== SOURCE DATA ==

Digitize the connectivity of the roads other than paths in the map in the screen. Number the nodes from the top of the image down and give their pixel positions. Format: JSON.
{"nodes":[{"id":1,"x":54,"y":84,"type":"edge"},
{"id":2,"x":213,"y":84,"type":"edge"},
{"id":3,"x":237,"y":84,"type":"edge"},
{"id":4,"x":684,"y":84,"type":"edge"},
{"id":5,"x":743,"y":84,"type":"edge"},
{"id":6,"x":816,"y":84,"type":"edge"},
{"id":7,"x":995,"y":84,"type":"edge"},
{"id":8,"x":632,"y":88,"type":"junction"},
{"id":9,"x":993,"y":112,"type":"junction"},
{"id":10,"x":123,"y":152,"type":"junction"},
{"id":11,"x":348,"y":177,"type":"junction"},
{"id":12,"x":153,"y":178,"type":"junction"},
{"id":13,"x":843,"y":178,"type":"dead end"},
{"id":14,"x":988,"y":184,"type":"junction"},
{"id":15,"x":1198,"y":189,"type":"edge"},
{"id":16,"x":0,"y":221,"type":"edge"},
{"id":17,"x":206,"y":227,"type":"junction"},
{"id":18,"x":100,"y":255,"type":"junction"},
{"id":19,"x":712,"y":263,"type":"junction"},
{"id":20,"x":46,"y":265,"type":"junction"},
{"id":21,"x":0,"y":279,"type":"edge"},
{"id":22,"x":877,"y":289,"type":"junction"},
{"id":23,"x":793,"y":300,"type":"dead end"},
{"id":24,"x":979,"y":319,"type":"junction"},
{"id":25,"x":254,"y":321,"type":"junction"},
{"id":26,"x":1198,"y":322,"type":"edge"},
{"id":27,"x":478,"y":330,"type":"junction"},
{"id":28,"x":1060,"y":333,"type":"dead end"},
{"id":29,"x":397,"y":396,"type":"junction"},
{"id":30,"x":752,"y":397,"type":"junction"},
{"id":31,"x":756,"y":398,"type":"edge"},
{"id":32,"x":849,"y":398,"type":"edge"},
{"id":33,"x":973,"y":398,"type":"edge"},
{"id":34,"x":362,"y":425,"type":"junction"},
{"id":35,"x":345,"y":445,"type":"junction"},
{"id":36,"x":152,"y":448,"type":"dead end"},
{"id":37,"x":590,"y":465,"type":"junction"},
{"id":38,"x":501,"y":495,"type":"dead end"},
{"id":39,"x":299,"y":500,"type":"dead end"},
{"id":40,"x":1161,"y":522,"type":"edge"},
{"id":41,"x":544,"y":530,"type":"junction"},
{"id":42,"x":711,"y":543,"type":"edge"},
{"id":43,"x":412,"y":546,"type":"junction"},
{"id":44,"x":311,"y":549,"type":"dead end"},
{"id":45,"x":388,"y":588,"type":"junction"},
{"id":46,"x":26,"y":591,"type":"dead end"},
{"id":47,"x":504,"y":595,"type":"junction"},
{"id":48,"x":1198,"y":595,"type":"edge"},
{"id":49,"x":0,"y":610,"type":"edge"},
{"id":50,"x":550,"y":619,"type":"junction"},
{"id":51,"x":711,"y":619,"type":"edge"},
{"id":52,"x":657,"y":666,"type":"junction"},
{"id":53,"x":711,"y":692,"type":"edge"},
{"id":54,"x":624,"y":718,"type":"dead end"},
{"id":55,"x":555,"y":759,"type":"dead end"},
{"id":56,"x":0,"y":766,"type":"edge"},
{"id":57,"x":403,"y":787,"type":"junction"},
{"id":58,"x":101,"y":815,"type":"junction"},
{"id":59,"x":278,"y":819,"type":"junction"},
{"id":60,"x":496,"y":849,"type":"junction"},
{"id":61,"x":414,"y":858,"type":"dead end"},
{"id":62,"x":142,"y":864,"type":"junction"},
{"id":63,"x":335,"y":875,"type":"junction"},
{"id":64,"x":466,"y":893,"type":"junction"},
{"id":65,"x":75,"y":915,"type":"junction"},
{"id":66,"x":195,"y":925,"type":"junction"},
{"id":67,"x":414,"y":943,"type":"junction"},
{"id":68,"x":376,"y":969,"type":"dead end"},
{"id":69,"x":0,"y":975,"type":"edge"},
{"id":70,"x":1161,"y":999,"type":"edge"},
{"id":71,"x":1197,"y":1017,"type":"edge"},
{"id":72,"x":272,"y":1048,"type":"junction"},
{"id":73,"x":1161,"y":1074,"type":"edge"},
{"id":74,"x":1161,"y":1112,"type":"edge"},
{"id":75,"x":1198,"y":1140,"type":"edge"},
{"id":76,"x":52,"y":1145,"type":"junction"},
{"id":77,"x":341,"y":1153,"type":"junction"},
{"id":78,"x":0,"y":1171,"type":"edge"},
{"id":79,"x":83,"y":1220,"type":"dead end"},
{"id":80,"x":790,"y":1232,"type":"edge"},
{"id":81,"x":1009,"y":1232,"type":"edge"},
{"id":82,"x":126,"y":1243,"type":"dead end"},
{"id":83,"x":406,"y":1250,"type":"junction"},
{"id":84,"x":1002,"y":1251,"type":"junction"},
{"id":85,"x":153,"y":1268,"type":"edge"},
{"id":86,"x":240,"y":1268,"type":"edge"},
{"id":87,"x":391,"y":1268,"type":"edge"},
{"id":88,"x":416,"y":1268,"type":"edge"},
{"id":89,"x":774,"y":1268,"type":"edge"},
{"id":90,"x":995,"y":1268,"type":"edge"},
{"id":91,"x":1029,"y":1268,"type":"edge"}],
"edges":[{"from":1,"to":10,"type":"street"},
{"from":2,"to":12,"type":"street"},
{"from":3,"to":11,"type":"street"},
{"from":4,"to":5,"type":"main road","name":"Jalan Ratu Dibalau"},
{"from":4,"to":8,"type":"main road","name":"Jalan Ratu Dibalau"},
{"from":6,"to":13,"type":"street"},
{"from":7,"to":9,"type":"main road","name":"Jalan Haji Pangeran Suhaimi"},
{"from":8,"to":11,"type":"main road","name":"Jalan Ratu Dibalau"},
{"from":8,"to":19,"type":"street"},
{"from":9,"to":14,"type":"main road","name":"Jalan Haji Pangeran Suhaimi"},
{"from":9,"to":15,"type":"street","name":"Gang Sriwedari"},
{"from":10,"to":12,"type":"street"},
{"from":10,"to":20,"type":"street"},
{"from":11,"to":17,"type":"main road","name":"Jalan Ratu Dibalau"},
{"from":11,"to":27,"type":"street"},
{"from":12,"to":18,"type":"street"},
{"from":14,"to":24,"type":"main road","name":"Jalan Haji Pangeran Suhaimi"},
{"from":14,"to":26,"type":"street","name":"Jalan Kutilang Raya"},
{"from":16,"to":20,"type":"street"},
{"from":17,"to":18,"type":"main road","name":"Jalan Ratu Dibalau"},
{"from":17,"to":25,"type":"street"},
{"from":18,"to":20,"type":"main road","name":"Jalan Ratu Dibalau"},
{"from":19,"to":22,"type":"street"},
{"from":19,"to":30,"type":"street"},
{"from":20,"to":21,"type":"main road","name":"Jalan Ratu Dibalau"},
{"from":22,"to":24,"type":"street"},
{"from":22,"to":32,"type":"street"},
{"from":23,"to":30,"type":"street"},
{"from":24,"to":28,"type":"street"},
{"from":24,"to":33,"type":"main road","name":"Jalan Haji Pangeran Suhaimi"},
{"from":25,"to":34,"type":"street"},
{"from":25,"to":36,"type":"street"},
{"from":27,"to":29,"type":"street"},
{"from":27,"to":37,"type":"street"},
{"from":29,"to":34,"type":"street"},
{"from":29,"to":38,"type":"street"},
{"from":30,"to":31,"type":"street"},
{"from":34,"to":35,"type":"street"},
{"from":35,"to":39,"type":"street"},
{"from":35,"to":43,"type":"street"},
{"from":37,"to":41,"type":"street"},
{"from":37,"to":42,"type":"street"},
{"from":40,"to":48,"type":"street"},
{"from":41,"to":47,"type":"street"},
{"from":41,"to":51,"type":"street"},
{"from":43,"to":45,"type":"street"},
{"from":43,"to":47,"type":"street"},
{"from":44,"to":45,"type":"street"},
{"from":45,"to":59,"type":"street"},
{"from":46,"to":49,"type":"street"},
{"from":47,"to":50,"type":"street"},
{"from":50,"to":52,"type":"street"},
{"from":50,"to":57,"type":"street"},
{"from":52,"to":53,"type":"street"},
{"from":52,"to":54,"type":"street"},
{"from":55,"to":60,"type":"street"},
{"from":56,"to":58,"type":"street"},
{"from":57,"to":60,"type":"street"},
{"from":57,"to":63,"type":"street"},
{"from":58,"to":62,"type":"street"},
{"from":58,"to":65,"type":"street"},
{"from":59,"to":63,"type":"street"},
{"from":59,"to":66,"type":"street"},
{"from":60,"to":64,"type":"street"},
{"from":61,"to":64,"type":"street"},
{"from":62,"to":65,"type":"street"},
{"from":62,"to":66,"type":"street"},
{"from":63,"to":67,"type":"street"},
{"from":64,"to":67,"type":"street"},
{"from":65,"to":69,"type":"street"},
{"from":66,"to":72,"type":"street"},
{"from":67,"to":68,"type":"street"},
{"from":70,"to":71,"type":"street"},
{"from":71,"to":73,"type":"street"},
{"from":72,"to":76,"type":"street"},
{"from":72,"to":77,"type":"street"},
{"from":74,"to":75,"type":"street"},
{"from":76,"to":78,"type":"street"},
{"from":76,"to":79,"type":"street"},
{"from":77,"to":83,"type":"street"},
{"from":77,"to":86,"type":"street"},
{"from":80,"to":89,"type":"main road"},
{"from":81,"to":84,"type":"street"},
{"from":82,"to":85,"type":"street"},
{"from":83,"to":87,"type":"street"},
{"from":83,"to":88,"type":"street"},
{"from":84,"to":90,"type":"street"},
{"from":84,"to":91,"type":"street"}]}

===

- _DIRECTIONS FOR THIS TASK_
Show a copy of each line from the records above in which the string "Pangeran" occurs.

- _YOUR RESPONSE_
{"from":7,"to":9,"type":"main road","name":"Jalan Haji Pangeran Suhaimi"},
{"from":9,"to":14,"type":"main road","name":"Jalan Haji Pangeran Suhaimi"},
{"from":14,"to":24,"type":"main road","name":"Jalan Haji Pangeran Suhaimi"},
{"from":24,"to":33,"type":"main road","name":"Jalan Haji Pangeran Suhaimi"},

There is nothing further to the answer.